Ainsi la question demeure-t-elle entière : qu'est-ce qui fait qu'un romancier passe des mois et des années à écrire un livre sur la seule confiance qu'il fait à la première vue de son histoire ? Et comment un romancier qui n'aurait pas cette conviction pourrait-il bien se faire lire ? Bien sûr, tous ceux qui croient obstinément à leur idée ne réalisent pas forcément une œuvre pérenne et parlant aux générations futures, mais c'est bien pourtant le pari qui est posé ici. L'avenir seul en décidera[3].

Hans, au début de la guerre, rêvant en même temps au retour de Lena et à son deuxième livre :

[…] il a le sentiment de n'avoir utilisé qu'une petite partie de ce qu'on peut faire avec un roman, après cette guerre il parlera à Lena de celui qu'il veut écrire, parler avec passion, cette fois ce sera le roman d'une famille, un roman total, avec le retour du monde dans le roman. Où a-t-elle pu disparaître ?
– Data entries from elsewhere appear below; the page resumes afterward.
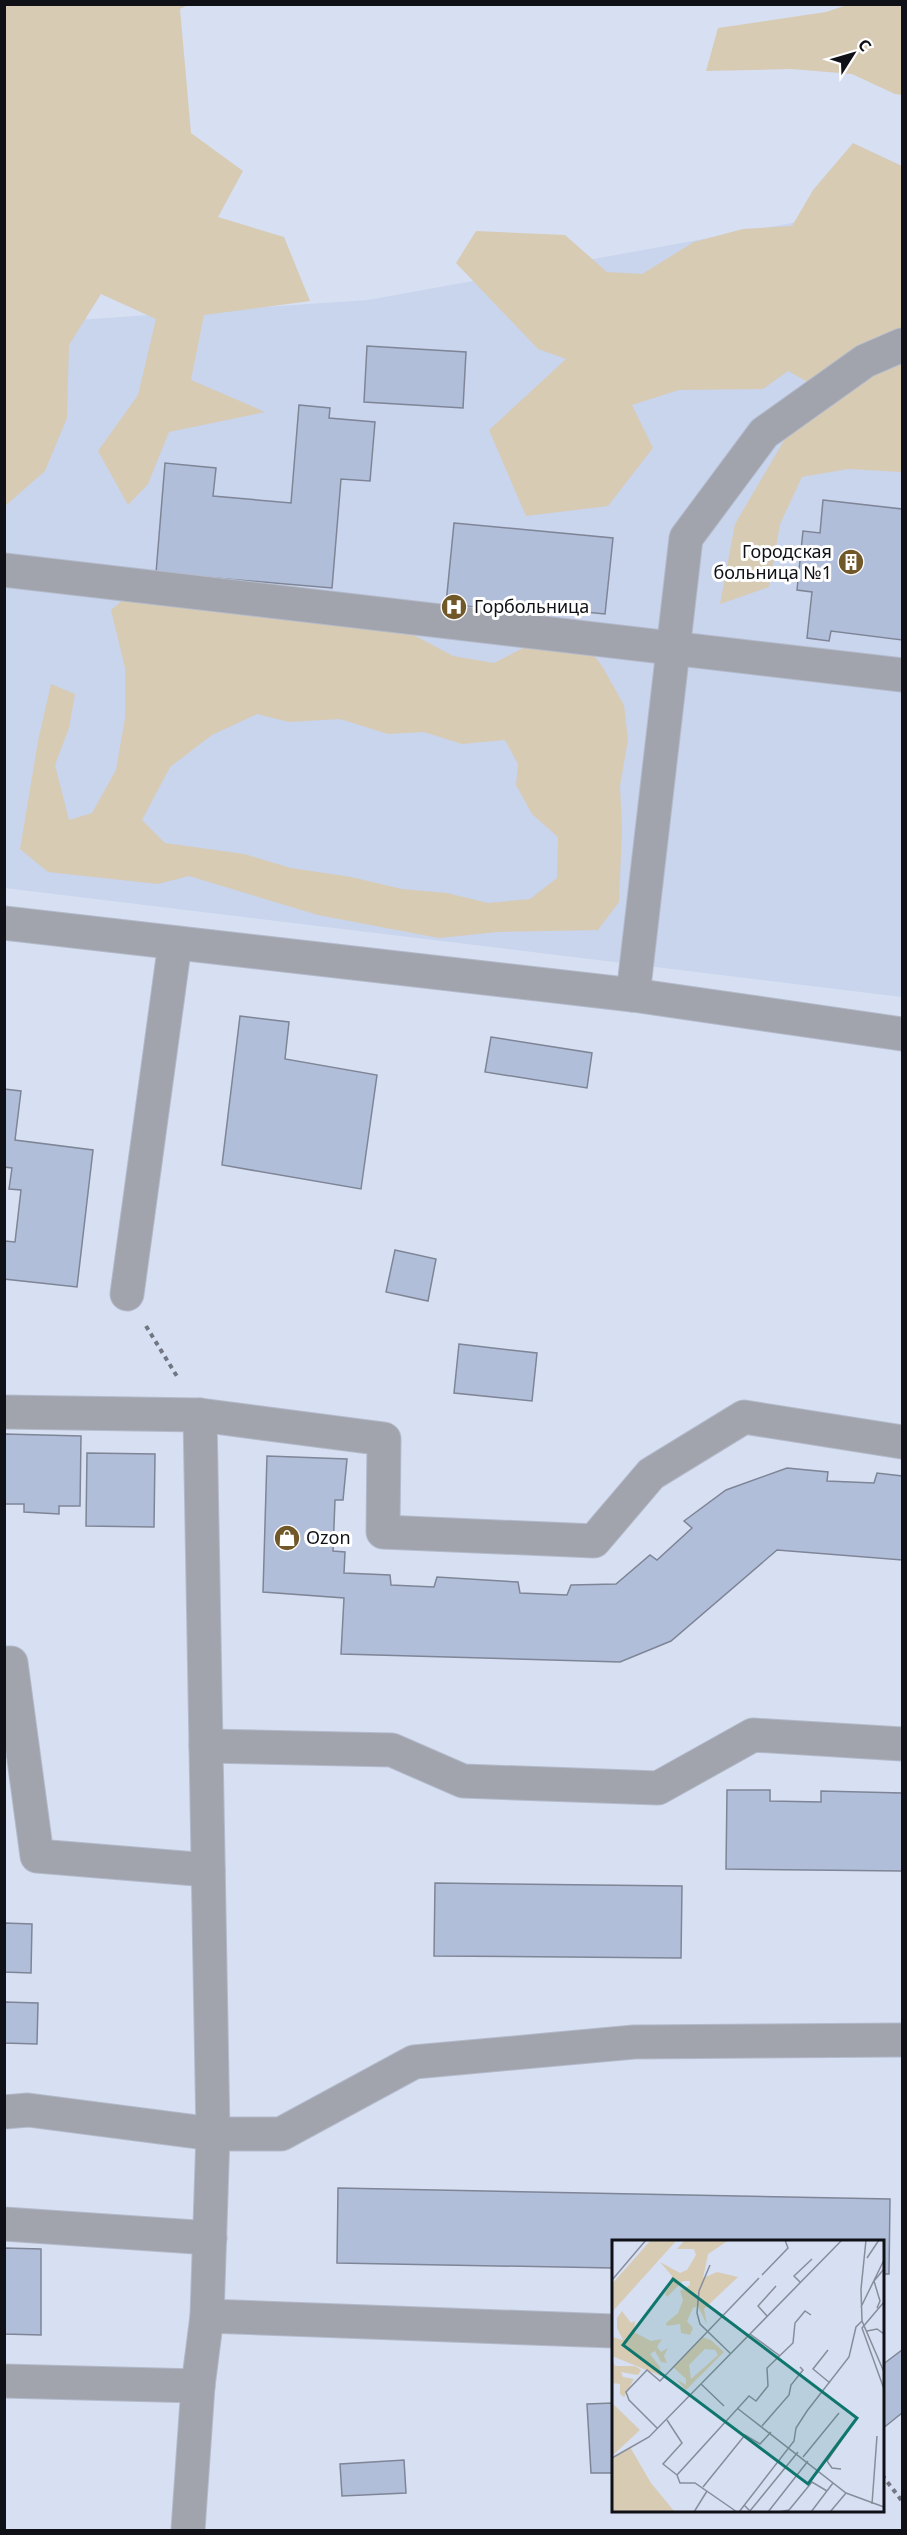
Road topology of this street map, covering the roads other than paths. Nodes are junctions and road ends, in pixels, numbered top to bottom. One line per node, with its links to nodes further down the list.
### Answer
1 (903, 345): 3 (street)
2 (4, 570): 3 (street)
3 (672, 648): 4 (street); 7 (street)
4 (903, 675)
5 (4, 923): 6 (street)
6 (175, 943): 7 (street); 9 (street)
7 (633, 995): 8 (street)
8 (903, 1034)
9 (127, 1294)
10 (4, 1412): 11 (street)
11 (200, 1415): 12 (street); 15 (street)
12 (903, 1442)
13 (4, 1663): 16 (street)
14 (903, 1744): 15 (street)
15 (206, 1746): 16 (street)
16 (208, 1870): 19 (street)
17 (903, 2040): 19 (street)
18 (4, 2112): 19 (street)
19 (213, 2134): 21 (street)
20 (4, 2224): 21 (street)
21 (210, 2238): 22 (street)
22 (207, 2316): 23 (street); 25 (street)
23 (612, 2331)
24 (4, 2381): 25 (street)
25 (198, 2386): 26 (street)
26 (188, 2530)

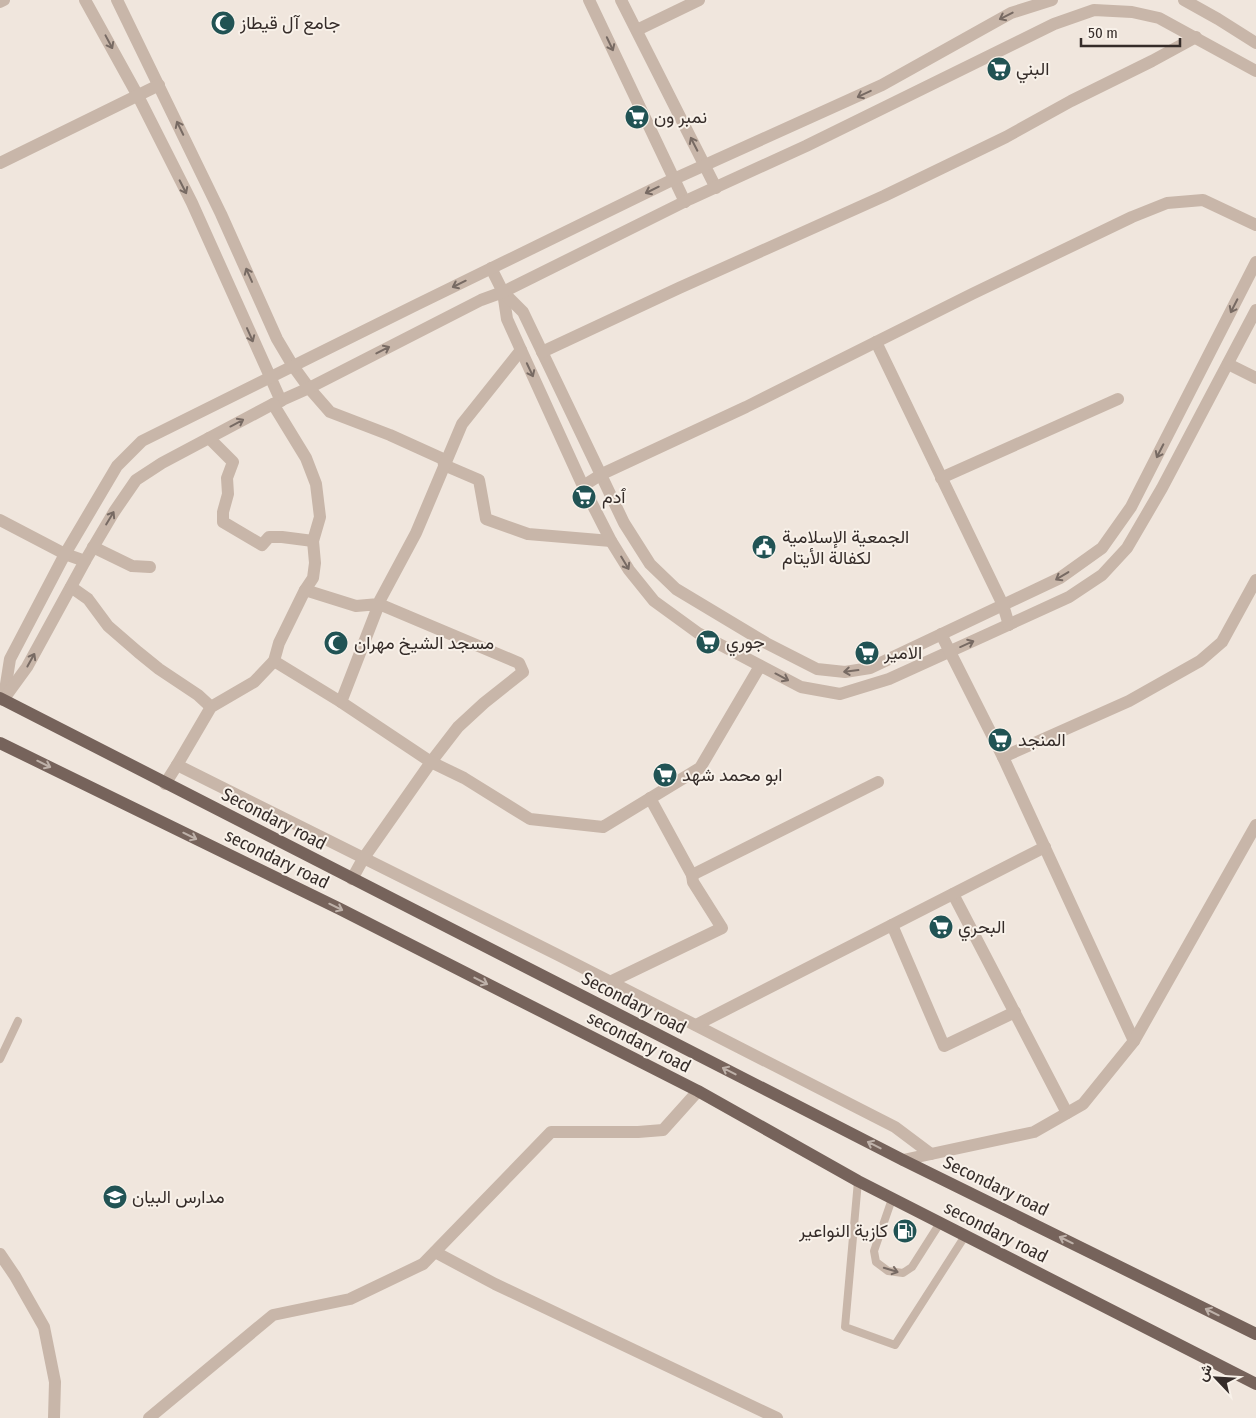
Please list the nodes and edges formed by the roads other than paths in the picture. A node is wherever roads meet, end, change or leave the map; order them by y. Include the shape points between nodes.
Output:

Il lui dira qu'il va se casser la figure, qu'il s'en moque, cela en vaut la peine, un grand récit, à la fois ce qui se passe dans la tête d'un personnage et ce qui se passe dans le monde, trouver le rythme pour montrer le courant même de la pensée, son nouveau type de monologue, un projet fou, un Français inconnu a déjà essayé la formule, il a appelé ça Les lauriers sont coupés, on peut faire beaucoup mieux, avec la prose du monde. (p. 31-32)

Derechef, en 2005 : du monde, qu'il existe ; des phrases comme prose du monde, telle qu'elle inscrit ses incidentes et ses surprises dans le soliloque de personnages et de l'auteur. Faire comme si rien n'avait été publié entre Desjardins et nous : ni Proust, ni Joyce, ni Woolf… Repartir de Hegel (die Prosa der Welt, la prose du monde), comme si Foucault n'avait pas repris l'expression et comme si Merleau-Ponty ne l'avait pas redéfinie en tant qu'une pensée nouvelle du monde formulée selon les inflexions d'un style[4] — mais y penser peut-être, y penser sans doute, y penser toujours…

Rhapsodique

Toute cette matière est fortement brassée et clairement scandée selon de vastes mouvements dont les titres sont des dates, successivement : 1914, 1956, 1978, 1965, 1928 et 1929, 1969, 1991. À chaque mouvement deux chapitres, au total quatorze chapitres. À chaque mouvement sa ou ses dominantes, qui nous font parcourir la période, d'ailleurs couramment retenue par les historiens, qui va de 1914 à la chute du Mur et à l'effondrement de l'empire soviétique — et en chacun des mouvements des allusions à tous les autres, des anticipations et des retours.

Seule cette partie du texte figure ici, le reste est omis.